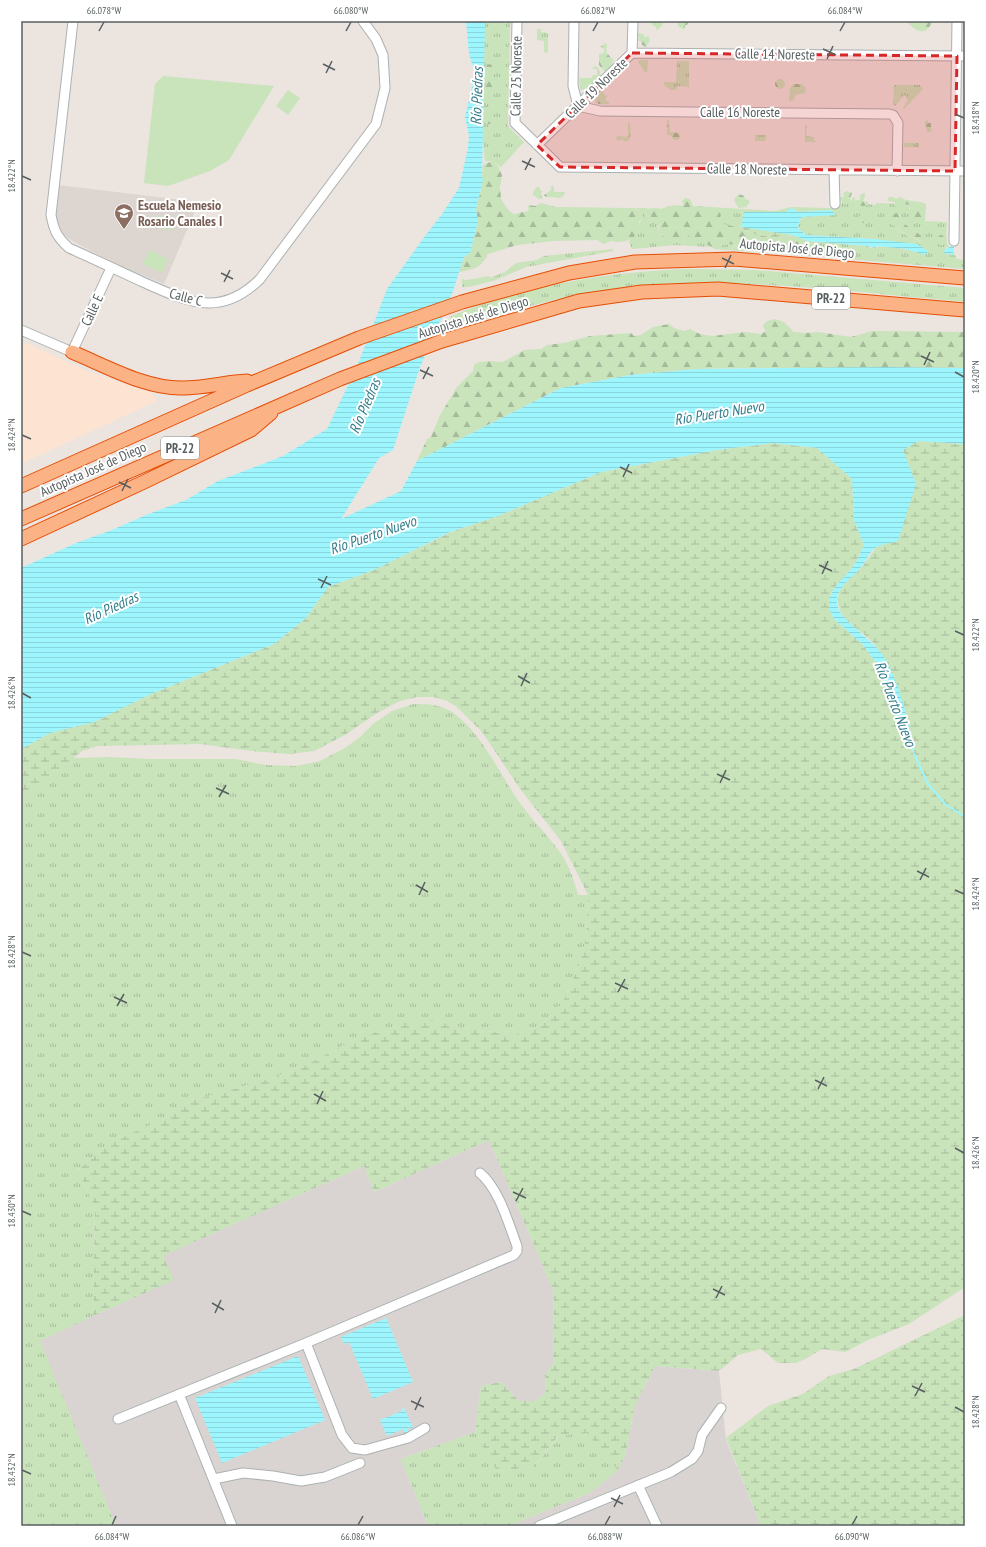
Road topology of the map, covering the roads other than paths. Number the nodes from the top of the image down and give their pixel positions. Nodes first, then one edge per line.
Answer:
1 (72, 21) edge
2 (363, 21) edge
3 (517, 21) edge
4 (574, 21) edge
5 (633, 21) edge
6 (957, 21) edge
7 (632, 53) junction
8 (961, 56) edge
9 (578, 106) junction
10 (537, 145) junction
11 (834, 170) junction
12 (897, 171) junction
13 (955, 171) junction
14 (965, 171) edge
15 (835, 204) dead end
16 (955, 229) junction
17 (965, 229) edge
18 (954, 241) dead end
19 (111, 268) junction
20 (965, 278) edge
21 (965, 310) edge
22 (21, 330) edge
23 (72, 352) junction
24 (257, 381) junction
25 (285, 402) junction
26 (21, 486) edge
27 (21, 519) edge
28 (21, 539) edge
29 (480, 1173) dead end
30 (306, 1343) junction
31 (179, 1394) junction
32 (721, 1408) dead end
33 (118, 1419) dead end
34 (425, 1428) dead end
35 (360, 1463) dead end
36 (214, 1480) junction
37 (638, 1485) junction
38 (232, 1526) edge
39 (539, 1526) edge
40 (657, 1526) edge

1 - 19 street, Calle C
2 - 19 street, Calle C
3 - 10 street, Calle 25 Noreste
4 - 9 street
5 - 7 street, Calle 19 Noreste
6 - 8 street
7 - 8 street, Calle 14 Noreste
7 - 9 street, Calle 19 Noreste
8 - 13 street
9 - 10 street, Calle 19 Noreste
9 - 12 street, Calle 16 Noreste
10 - 11 street, Calle 18 Noreste
11 - 12 street, Calle 18 Noreste
11 - 15 street
12 - 13 street, Calle 18 Noreste
13 - 14 street, Calle 18 Noreste
13 - 16 street
16 - 17 street
16 - 18 street
19 - 23 street, Calle E
20 - 24 highway, Autopista José de Diego / PR-22
21 - 25 highway, Autopista José de Diego / PR-22
22 - 23 street
23 - 24 highway
24 - 26 highway, Autopista José de Diego / PR-22
25 - 27 highway, Autopista José de Diego / PR-22
25 - 28 highway
29 - 30 street
30 - 31 street
30 - 34 street
31 - 33 street
31 - 36 street
32 - 37 street
35 - 36 street
36 - 38 street
37 - 39 street
37 - 40 street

▸ EXERCISE GOAL:
Using the material above, state how many lines include the string "Noreste". Answer with a single number.

▸ ANSWER BELOW:
10